Well, I have an electric car, so it’s not much of an issue, but things don’t always work that well. Not much you can do about it when the weather is awful for multiple days in a row or I end up driving further than expected. There were plenty of times in my ICE car when I thought the half a tank I had would be fine for a few days and then end up having to drive somewhere far enough away that I have to fill up sooner.

Also, the weather doesn’t always cooperate. Over the last 5 days in Milwaukee, the temperature has stayed between -8 and +19f (not counting the wind chill). It was rare that I could go 5 days without getting gas at least once.

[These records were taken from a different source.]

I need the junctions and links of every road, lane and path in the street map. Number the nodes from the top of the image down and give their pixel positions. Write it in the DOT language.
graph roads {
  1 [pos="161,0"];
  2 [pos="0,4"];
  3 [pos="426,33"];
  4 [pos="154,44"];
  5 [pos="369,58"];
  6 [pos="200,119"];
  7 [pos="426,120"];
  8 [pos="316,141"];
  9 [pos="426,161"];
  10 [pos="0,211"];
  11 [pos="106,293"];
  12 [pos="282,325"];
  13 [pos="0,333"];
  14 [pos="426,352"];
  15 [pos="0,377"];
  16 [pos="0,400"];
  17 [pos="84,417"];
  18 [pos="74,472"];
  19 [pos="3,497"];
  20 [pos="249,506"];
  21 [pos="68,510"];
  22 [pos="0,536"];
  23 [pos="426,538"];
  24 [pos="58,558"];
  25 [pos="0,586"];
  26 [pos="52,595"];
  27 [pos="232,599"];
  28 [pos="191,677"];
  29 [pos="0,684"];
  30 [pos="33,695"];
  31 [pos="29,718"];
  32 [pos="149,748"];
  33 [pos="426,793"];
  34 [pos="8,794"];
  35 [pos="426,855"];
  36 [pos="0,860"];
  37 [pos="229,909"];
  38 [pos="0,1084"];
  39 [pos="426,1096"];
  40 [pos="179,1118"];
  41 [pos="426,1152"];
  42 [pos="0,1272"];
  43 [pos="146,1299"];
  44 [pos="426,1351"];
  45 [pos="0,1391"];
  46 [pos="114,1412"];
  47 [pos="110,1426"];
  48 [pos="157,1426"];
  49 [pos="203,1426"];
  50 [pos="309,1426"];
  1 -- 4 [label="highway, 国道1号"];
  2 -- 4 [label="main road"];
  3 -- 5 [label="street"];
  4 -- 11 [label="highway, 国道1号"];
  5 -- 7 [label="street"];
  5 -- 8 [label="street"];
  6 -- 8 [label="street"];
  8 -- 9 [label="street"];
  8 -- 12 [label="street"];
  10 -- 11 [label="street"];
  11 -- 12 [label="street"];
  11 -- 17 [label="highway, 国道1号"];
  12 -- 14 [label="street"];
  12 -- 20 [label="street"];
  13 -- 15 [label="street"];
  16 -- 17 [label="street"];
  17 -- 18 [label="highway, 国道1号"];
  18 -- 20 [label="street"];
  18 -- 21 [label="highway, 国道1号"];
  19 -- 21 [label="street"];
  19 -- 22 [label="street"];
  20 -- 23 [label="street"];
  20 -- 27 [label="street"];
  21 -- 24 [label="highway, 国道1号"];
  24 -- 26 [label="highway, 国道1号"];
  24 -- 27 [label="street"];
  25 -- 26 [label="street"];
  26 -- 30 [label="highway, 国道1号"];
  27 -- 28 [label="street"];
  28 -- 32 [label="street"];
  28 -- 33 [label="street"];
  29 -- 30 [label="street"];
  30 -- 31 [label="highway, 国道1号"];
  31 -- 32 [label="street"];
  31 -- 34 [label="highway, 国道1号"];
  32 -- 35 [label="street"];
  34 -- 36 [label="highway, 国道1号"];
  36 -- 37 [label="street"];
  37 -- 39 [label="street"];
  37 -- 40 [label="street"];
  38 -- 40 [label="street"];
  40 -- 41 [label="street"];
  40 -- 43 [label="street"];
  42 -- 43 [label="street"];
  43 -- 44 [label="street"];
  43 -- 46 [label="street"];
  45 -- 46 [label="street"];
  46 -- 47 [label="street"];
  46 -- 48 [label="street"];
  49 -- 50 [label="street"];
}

One of the perks of getting an EV was not having to stand outside in the snow and rain while getting gas anymore.

And if there’s no one else to help, the attendant wanders off anyway. Very, very rarely does a gas station attendant actually stay with my car.

I don’t live in OR so my experience is while traveling, but I do travel there quite a bit: I don’t think I recall an attendant just hang out at the car. Frustrating when it’s done and clicked off and you have to sit and wait for them to wander back.

In Massachusetts, those trigger locks were banned for years, until 2015 when the state overhauled its fire codes and decided it was okay to bring them back. Personally, during the ban I just assumed they were all broken. But now I see this is one of those things Mass residents are always swearing they will move to New Hampshire over (they never do).

Anybody still hear “DON’T use your cell phone at a gas station!” news stories?

Mythbusters could not get a phone to make a car explode, even after getting more and more dangerous (“What if the phone is hanging halfway inside the gas filler neck and there’s a huge puddle of gas?”).

So, of course… “What would happen if instead of a cell phone, you made a call on a blowtorch?”… they blew up the car anyhow.

I don’t think those stories go around anymore. Too many counter-examples these days. It’s been several years now since I’ve seen any decent sized gas station where there wasn’t anybody on their phone.

It was always more likely the few reported cases were static electricity mistakenly attributed to sparking phone batteries and we have a lot of real world data backing that up now.